Check Your Sources!

Check Your Sources! May 3, 2011

So, yesterday afternoon, after a day of  worry and finally having all my babies tucked away at home with me, I was flipping through some status updates on Facebook while I was waiting for my ladies to finish their homework.   This is not unusual for me, as it was too early to cook dinner, and too late to start another project, and I don’t like to leave the kitchen while homework is being done because, well, you know it wouldn’t get done if I wasn’t in the room.  (This being said when I am the only parent at home, when Khaled is here we tag team the homework!)

I came across the quote I posted about, pasted in a status update and it felt so right.  It felt like a true, honest response to the posts I had been reading all day commenting on the death of Bin Ladin.  From the earliest hours of the morning, my FB ‘friends’ were posting comments that were pro-violence, pro-military, pro-USA, anti-Obama, pro-Obama and anti-Muslim.  I read several comments about Osama getting his seven virgins now, or would he be getting them even though he was murdered.  I read comments that included the words “Towel Head.” 

All of these comments, and the reactions of people I thought I knew better, fed into my fears for my children, my husband and my friends.  I am afraid when people find out that my family is Muslim.  I know that even though I live in an area of the midwest where there is a dense population of Muslim families, the local University has a strong MSA, and you can’t drive anywhere in town without seeing a covered woman, there are those people who group radical Muslims with normal, mainstream Muslims, and think that we are all to blame for the actions of the radical. 

There have been instances over the last 10 years where our Masjids have been spray painted, windows broken, playground equipment vandalized. Over the last two years, my daughters have played on soccer teams with less team members than all the other teams because parents remove their children from the team once they find out that our coach is Muslim.  They came right out and said to the coach, “I don’t want my kid on the Muslim team.”  “I don’t want my kid playing with Stinking Muslims.”  I have seen people move seats once my hijabi friends arrive and sit with me to watch the team play.  It has happened to ME.

So, when something happens in the world that draws everyone’s attention, and it involves someone who is identified as Muslim, I am guarded and panicked. 

Today my FB friends list is a few people shorter and I have a few more followers on Twitter.  It was drawn to my attention that the quote I read and re-posted was not, in fact said by Martin Luther King  Jr.  Once I found that out, I started trying to verify any part of the quote.  I felt a bit stupid, kinda like when you get that e-mail hoax and hit the send trigger only to find out minutes later that it was, indeed, a hoax.

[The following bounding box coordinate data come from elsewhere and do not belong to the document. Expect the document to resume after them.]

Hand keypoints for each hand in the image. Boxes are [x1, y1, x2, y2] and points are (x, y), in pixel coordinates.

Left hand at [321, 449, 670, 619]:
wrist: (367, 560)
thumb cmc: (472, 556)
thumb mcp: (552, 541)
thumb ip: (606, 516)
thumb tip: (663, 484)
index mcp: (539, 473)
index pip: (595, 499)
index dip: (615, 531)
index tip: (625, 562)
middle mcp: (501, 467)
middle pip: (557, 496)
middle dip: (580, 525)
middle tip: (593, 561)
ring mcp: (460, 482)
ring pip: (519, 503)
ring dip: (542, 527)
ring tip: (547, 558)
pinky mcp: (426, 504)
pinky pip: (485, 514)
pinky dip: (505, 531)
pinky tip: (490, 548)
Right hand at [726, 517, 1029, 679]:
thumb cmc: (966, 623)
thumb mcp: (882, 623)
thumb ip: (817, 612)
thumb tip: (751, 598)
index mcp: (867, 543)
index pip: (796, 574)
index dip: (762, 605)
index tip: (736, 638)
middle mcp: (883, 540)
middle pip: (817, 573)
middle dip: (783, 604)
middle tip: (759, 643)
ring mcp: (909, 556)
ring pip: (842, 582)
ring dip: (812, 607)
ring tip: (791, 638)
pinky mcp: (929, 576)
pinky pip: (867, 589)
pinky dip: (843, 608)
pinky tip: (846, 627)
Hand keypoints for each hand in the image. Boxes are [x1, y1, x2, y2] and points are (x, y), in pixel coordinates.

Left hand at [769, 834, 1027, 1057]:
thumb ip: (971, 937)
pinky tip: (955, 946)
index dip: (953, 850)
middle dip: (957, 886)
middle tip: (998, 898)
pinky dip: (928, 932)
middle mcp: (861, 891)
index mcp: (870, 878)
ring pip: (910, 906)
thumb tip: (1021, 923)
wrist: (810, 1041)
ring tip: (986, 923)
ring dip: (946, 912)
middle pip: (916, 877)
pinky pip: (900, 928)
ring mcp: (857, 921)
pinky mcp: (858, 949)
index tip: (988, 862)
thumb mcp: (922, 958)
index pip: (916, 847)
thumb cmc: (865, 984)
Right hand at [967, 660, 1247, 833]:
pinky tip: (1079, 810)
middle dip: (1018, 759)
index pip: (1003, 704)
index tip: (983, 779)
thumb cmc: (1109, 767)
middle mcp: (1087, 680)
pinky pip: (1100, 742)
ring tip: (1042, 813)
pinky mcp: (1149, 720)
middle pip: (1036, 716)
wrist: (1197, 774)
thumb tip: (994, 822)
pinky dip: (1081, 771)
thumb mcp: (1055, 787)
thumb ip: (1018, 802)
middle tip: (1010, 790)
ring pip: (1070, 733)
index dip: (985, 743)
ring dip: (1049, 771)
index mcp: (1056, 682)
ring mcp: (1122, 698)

I’ve spent the better part of an hour and a half trying to find some verification of this quote, and the best I could come up was these two sources.  First, being another blog written by Jenna Elisa where she dissects the quotation and gives the corrected version, cited in A Testament of Hope: The Essential Writings and Speeches of Martin Luther King, Jr. and the Stanford University MLK Archives in which they have the transcripts of King’s ‘Where Do We Go From Here’ speech.  In the transcripts I found this passage:

And the other thing is, I’m concerned about a better world. I’m concerned about justice; I’m concerned about brotherhood; I’m concerned about truth. (That’s right) And when one is concerned about that, he can never advocate violence. For through violence you may murder a murderer, but you can’t murder murder. (Yes) Through violence you may murder a liar, but you can’t establish truth. (That’s right) Through violence you may murder a hater, but you can’t murder hate through violence. (All right, That’s right) Darkness cannot put out darkness; only light can do that. [applause]

Now I still stand behind the idea of the statement, I still feel the same way.  I’ve learned that I must do more source checking before pushing the Publish button.